Das ganze hat auch schon mal funktioniert.
Als ich dann das Laptop vom Netz genommen habe hat nichts mehr funktioniert.

Meine Vermutung ist jetzt, dass es mit dem beim erstellen des Servlets angegebenen Libarypfaden zu tun hat die das Laptop nicht finden konnte.
Wobei ich mir damit noch immer nicht erklären kann warum das dann auch mit den beiden Kopien der Versionen nicht mehr funktioniert.

Naja worauf ich hinaus will ist, dass das Programm an sich funktioniert.
Sowohl das Servlet als auch die J2SE Swing Applikation.

Da das ganze ja auf dem Laptop überall laufen soll muss das Servlet unabhängig sein.

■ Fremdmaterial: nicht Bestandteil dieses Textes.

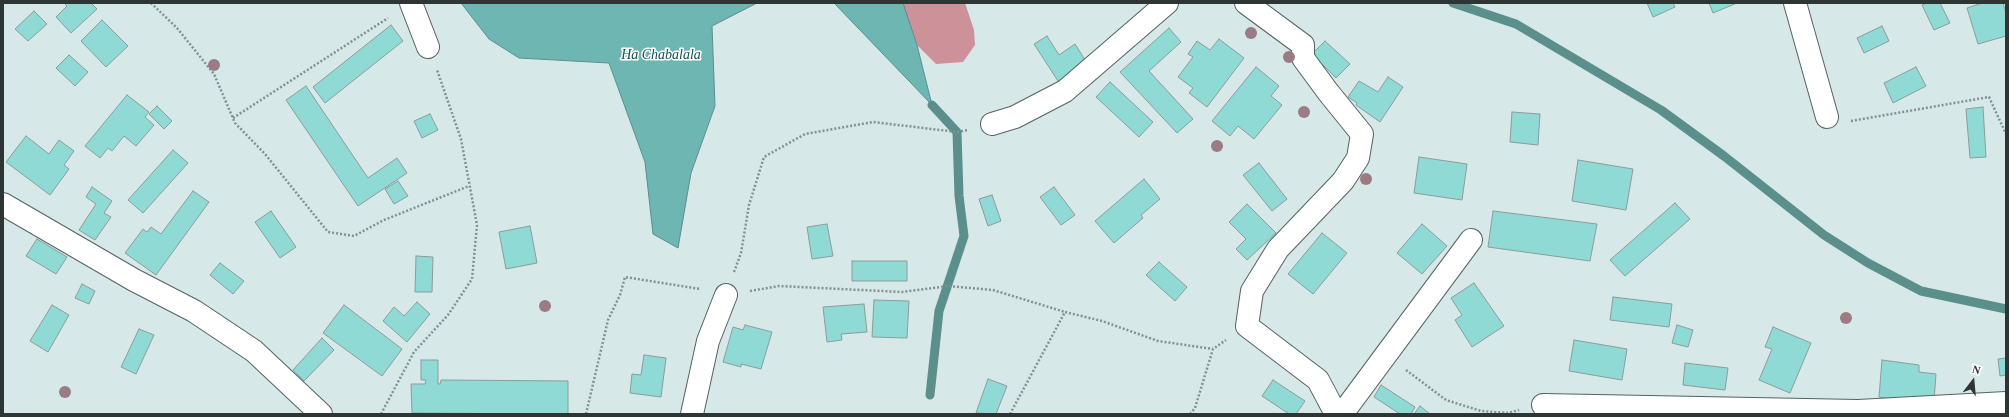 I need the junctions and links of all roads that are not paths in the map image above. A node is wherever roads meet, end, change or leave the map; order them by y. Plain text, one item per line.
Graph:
1 (1166, 3) edge
2 (1246, 3) edge
3 (1795, 3) edge
4 (411, 4) edge
5 (428, 47) road end
6 (1827, 117) road end
7 (992, 124) road end
8 (3, 204) edge
9 (1471, 240) dead end
10 (726, 295) road end
11 (2006, 403) edge
12 (1543, 405) road end
13 (321, 414) edge
14 (692, 414) edge
15 (1336, 414) edge
16 (1342, 414) edge

1 - 7 street
2 - 15 street
3 - 6 street
4 - 5 street
8 - 13 street
9 - 16 street
10 - 14 street
11 - 12 street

Soweit ich das mit der .ear Archiven verstanden habe sollte das damit möglich sein. Und dann könnte man doch in so ein .ear Archiv das Servlet rein packen und den startup.sar rein packen und die ganzen Archiven hinzufügen sodass ich nur noch das .ear Archiv deployen muss und der startup.ar seinen service zur verfügung stellt und das Servlet auch ansprechbar ist.

Da ich wie gesagt nicht wirklich den Einstieg zu J2EE finde weiß ich nicht genau wie das geht.

Ich habe es zwar schon geschafft, mit Hilfe einer Beispieldatei, so ein .ear Archiv zu bauen und die application.xml so zu konfigurieren, dass der startup.sar startet aber das Servlet kann ich dann nicht erreichen, weil das Servlet eine Exception-Klasse nicht findet die ich aber auch zu dem .ear Archiv eingebunden habe.

Ich hoffe ich konnte mein Anliegen so formulieren, dass man es verstehen kann...

Gruß,
Esco


----------